» YOUR TASK:
Character for character, write out the data below.

[Start of Attachment]

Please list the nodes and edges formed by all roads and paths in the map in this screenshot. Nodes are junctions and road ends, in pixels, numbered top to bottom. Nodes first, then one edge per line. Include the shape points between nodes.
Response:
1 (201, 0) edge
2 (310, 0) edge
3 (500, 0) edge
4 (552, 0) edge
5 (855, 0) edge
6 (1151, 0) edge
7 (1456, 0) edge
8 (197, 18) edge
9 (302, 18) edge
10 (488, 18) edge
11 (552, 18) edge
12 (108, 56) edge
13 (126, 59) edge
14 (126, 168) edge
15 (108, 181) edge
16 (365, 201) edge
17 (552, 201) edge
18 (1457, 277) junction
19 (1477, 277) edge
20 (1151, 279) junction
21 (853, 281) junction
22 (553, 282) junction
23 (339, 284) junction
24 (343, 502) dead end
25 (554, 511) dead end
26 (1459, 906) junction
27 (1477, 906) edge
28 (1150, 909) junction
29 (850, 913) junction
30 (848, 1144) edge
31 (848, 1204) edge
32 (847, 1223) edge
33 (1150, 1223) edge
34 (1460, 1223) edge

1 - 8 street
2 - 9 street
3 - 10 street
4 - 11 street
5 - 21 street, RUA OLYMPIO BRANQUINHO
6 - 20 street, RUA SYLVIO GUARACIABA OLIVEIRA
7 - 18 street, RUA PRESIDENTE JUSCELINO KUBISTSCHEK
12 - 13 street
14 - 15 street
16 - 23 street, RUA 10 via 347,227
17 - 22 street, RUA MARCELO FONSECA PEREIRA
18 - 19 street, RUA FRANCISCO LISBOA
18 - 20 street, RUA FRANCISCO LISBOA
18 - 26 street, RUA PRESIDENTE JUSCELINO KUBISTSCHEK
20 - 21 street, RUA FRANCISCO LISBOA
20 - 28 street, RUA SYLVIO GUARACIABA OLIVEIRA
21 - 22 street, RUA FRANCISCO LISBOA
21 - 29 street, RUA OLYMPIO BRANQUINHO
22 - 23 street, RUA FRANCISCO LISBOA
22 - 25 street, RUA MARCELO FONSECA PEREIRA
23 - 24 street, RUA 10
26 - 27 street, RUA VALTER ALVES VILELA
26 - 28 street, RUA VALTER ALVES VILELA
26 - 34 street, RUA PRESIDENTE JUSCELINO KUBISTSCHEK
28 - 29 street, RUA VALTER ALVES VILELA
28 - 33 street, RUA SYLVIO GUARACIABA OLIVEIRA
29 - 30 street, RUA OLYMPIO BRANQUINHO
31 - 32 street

[End of Attachment]

» REPLY:
Please list the nodes and edges formed by all roads and paths in the map in this screenshot. Nodes are junctions and road ends, in pixels, numbered top to bottom. Nodes first, then one edge per line. Include the shape points between nodes.
Response:
1 (201, 0) edge
2 (310, 0) edge
3 (500, 0) edge
4 (552, 0) edge
5 (855, 0) edge
6 (1151, 0) edge
7 (1456, 0) edge
8 (197, 18) edge
9 (302, 18) edge
10 (488, 18) edge
11 (552, 18) edge
12 (108, 56) edge
13 (126, 59) edge
14 (126, 168) edge
15 (108, 181) edge
16 (365, 201) edge
17 (552, 201) edge
18 (1457, 277) junction
19 (1477, 277) edge
20 (1151, 279) junction
21 (853, 281) junction
22 (553, 282) junction
23 (339, 284) junction
24 (343, 502) dead end
25 (554, 511) dead end
26 (1459, 906) junction
27 (1477, 906) edge
28 (1150, 909) junction
29 (850, 913) junction
30 (848, 1144) edge
31 (848, 1204) edge
32 (847, 1223) edge
33 (1150, 1223) edge
34 (1460, 1223) edge

1 - 8 street
2 - 9 street
3 - 10 street
4 - 11 street
5 - 21 street, RUA OLYMPIO BRANQUINHO
6 - 20 street, RUA SYLVIO GUARACIABA OLIVEIRA
7 - 18 street, RUA PRESIDENTE JUSCELINO KUBISTSCHEK
12 - 13 street
14 - 15 street
16 - 23 street, RUA 10 via 347,227
17 - 22 street, RUA MARCELO FONSECA PEREIRA
18 - 19 street, RUA FRANCISCO LISBOA
18 - 20 street, RUA FRANCISCO LISBOA
18 - 26 street, RUA PRESIDENTE JUSCELINO KUBISTSCHEK
20 - 21 street, RUA FRANCISCO LISBOA
20 - 28 street, RUA SYLVIO GUARACIABA OLIVEIRA
21 - 22 street, RUA FRANCISCO LISBOA
21 - 29 street, RUA OLYMPIO BRANQUINHO
22 - 23 street, RUA FRANCISCO LISBOA
22 - 25 street, RUA MARCELO FONSECA PEREIRA
23 - 24 street, RUA 10
26 - 27 street, RUA VALTER ALVES VILELA
26 - 28 street, RUA VALTER ALVES VILELA
26 - 34 street, RUA PRESIDENTE JUSCELINO KUBISTSCHEK
28 - 29 street, RUA VALTER ALVES VILELA
28 - 33 street, RUA SYLVIO GUARACIABA OLIVEIRA
29 - 30 street, RUA OLYMPIO BRANQUINHO
31 - 32 street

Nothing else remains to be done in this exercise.